### Source information
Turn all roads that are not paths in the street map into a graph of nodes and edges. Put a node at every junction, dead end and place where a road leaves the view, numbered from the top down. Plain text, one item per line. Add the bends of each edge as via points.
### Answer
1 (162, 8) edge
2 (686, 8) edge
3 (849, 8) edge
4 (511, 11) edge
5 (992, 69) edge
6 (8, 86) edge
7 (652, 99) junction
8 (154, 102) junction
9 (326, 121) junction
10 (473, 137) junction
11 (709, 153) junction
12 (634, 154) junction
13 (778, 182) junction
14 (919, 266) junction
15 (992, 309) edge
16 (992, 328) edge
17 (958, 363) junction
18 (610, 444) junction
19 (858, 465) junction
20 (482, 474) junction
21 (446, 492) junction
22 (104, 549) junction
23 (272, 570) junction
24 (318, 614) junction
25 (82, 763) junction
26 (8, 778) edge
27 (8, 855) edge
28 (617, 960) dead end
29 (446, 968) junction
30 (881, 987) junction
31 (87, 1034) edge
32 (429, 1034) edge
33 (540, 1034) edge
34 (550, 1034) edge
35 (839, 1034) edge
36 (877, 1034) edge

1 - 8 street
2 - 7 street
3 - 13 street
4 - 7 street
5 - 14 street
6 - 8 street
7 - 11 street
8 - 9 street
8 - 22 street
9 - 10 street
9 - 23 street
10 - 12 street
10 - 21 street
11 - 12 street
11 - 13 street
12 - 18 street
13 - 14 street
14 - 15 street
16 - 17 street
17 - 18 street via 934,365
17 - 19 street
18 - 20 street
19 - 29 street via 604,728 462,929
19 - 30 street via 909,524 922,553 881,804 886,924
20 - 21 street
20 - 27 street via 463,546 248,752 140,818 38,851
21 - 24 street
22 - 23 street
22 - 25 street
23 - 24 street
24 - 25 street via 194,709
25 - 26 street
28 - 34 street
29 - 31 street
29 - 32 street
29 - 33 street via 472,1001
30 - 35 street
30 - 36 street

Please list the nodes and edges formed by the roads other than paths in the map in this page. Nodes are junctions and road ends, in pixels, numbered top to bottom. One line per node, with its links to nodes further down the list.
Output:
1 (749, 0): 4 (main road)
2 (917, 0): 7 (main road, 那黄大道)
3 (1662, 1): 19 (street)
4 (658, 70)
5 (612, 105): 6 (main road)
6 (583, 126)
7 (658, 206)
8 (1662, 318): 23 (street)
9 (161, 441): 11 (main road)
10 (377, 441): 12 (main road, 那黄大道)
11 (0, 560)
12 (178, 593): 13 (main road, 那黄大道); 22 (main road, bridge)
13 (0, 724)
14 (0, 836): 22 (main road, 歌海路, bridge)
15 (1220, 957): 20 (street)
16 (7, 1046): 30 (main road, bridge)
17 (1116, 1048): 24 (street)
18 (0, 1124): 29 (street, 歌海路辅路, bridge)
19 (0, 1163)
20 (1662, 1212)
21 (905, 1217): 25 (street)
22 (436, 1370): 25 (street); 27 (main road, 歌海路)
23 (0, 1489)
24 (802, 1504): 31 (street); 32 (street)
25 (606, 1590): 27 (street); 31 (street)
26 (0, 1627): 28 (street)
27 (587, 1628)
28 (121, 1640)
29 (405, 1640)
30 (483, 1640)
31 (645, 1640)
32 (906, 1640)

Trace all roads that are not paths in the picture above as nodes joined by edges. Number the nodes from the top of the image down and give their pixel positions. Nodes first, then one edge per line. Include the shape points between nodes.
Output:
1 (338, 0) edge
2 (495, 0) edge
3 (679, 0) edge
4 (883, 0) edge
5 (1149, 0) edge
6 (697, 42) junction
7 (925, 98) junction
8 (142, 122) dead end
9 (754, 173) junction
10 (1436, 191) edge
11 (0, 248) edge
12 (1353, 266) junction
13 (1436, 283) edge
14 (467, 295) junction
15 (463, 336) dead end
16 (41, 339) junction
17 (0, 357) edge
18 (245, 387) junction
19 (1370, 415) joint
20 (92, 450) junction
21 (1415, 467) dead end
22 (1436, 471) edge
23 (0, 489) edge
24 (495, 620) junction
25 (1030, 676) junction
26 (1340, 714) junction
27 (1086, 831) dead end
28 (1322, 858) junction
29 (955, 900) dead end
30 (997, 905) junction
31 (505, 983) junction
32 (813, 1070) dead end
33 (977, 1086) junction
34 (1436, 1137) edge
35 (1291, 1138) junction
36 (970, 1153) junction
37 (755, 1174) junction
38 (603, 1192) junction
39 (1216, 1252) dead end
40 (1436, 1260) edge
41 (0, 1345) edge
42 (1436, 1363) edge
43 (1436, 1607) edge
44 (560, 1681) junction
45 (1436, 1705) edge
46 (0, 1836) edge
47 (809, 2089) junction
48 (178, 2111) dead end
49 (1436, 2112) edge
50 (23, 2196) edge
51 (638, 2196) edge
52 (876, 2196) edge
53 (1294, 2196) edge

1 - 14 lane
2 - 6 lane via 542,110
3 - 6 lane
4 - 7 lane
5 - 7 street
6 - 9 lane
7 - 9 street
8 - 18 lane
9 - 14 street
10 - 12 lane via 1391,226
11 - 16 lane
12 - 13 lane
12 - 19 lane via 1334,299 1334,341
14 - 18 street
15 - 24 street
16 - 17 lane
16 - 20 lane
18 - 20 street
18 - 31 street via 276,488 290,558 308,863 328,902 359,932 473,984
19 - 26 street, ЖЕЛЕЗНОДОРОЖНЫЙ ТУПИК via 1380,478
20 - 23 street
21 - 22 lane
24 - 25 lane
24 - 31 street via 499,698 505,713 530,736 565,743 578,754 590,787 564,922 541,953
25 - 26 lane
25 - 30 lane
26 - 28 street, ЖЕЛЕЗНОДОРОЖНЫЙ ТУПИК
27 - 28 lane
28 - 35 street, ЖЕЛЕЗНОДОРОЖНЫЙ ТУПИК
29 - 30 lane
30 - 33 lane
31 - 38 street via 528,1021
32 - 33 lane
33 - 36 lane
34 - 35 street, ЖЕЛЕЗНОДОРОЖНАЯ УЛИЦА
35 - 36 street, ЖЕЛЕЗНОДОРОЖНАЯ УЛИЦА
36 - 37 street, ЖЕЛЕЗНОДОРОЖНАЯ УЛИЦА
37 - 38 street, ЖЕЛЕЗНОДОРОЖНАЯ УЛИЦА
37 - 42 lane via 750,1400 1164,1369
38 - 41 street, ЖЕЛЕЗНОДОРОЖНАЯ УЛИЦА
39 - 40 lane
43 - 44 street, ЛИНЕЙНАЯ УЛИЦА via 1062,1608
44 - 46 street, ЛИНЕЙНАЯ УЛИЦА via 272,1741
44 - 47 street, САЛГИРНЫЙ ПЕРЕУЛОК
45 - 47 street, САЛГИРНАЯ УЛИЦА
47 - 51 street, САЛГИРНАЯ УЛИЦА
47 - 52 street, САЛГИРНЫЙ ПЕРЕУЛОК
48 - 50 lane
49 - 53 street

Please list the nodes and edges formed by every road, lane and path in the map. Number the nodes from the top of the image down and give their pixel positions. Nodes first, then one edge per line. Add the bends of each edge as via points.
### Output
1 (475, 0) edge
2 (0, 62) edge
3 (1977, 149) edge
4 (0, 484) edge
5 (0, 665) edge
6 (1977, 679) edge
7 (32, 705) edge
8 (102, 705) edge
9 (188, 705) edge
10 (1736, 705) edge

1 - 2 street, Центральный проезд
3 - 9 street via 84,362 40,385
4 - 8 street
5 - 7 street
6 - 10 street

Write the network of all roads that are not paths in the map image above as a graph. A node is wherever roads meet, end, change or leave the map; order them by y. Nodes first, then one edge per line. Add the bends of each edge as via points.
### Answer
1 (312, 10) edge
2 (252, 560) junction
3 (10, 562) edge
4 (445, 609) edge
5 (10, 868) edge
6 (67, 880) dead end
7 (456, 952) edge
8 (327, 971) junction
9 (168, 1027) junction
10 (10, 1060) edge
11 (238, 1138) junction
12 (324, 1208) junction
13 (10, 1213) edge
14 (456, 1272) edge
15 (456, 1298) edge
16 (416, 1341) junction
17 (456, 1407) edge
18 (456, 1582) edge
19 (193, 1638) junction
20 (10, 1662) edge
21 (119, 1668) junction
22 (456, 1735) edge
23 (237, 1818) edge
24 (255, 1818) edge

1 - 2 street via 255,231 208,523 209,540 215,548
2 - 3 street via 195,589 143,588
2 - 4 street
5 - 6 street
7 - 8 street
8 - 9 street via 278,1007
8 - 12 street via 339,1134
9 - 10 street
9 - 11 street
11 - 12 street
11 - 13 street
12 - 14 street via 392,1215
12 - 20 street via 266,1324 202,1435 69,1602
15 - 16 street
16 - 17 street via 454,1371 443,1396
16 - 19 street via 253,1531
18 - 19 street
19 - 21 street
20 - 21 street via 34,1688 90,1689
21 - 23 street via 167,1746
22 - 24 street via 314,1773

### Assignment
Within the entries above, work out how many lines contain the word "give". The number alone is the answer.

### Final answer
2